Firefighters were forced to move out of Columbia's station Number 3 after the aging and deteriorating building was deemed unsafe.
On Tuesday, it was business as usual at the station. The crew prepared for a retirement dinner on the grill.
Recently, when they're not responding to emergency calls they're spending a lot of time outside and so is their fire truck.
Assistant Fire Chief Ty Cobb showed NewsChannel 5 how the building has quickly deteriorated. In nearly every room, cracks line the floors and walls. When Cobb noticed the deterioration in the bathroom a few weeks ago he called in a specialist who confirmed what he and city officials feared.
"Keep in mind that a fire station built in 1962 is constructed different than today's standards. There's a lot of development in this part of town, the soil, erosion occurring and all that was tied into the engineer's report but again we had to act quickly," Cobb said.
Outside, the damage to the building could be easily seen near window pains. "That's what we can see. My concern is what's under the flooring where you could have some void if you have some erosion," Cobb explained.
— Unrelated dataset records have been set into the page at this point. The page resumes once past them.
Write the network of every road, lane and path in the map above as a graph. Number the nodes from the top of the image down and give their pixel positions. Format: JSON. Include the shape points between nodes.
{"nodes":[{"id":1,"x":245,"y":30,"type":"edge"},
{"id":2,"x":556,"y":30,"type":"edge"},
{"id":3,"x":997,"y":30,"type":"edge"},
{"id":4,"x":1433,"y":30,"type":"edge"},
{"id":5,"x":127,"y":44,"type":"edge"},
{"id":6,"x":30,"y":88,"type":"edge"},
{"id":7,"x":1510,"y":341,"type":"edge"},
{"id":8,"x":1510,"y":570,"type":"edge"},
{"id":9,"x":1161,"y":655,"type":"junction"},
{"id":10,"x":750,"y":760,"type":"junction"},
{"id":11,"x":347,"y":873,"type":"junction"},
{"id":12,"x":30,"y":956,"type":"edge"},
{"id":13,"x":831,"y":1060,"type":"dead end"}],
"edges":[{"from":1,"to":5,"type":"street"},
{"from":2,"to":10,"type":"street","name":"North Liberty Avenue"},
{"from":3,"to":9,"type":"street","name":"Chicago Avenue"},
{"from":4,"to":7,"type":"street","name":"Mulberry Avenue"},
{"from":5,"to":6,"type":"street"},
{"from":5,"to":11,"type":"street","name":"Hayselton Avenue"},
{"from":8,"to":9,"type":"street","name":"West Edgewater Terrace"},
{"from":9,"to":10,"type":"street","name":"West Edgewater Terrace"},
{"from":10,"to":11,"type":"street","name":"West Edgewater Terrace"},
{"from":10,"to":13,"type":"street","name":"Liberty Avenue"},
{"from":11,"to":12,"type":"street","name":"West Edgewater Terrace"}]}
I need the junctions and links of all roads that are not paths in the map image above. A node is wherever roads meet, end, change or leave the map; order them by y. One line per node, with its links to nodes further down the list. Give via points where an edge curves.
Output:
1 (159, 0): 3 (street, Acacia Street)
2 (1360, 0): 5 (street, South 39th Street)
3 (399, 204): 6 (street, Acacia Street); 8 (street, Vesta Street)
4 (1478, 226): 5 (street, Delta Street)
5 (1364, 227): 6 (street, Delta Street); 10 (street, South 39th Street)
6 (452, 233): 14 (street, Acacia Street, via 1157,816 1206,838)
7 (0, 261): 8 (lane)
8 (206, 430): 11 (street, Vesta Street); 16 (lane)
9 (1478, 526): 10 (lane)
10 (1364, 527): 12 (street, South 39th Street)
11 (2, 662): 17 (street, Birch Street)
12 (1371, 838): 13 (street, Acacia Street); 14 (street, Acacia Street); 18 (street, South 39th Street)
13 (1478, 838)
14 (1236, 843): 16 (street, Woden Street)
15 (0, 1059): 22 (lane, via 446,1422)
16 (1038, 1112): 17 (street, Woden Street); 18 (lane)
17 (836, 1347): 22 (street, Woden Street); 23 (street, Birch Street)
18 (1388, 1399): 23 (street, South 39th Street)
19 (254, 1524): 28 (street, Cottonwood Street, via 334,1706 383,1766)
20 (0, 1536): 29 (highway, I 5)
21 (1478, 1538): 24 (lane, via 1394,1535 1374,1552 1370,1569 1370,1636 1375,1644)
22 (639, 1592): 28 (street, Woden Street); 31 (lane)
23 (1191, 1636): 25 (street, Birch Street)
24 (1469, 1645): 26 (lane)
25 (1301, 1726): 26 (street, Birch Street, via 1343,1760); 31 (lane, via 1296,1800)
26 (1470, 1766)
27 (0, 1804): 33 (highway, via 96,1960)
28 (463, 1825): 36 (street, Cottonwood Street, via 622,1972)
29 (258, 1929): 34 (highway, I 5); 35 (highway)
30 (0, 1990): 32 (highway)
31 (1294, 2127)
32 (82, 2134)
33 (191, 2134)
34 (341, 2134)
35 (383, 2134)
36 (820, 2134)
It took five days for the city to approve and supply new housing, which the crew now lives in.
"As soon as they said this is what we're doing everybody jumped on board," Captain Nick Brown said.
Geological issues have been a concern before. The Tennessee Department of Transportation repaired a sink hole that opened up near the fire station less than a year ago.
Plans were in the works to build a temporary shelter for the nearly $900,000 fire truck, but that will likely happen after the building is demolished in the next two months.
For at least the next year or more, the crew was set to be housed in a double wide trailer.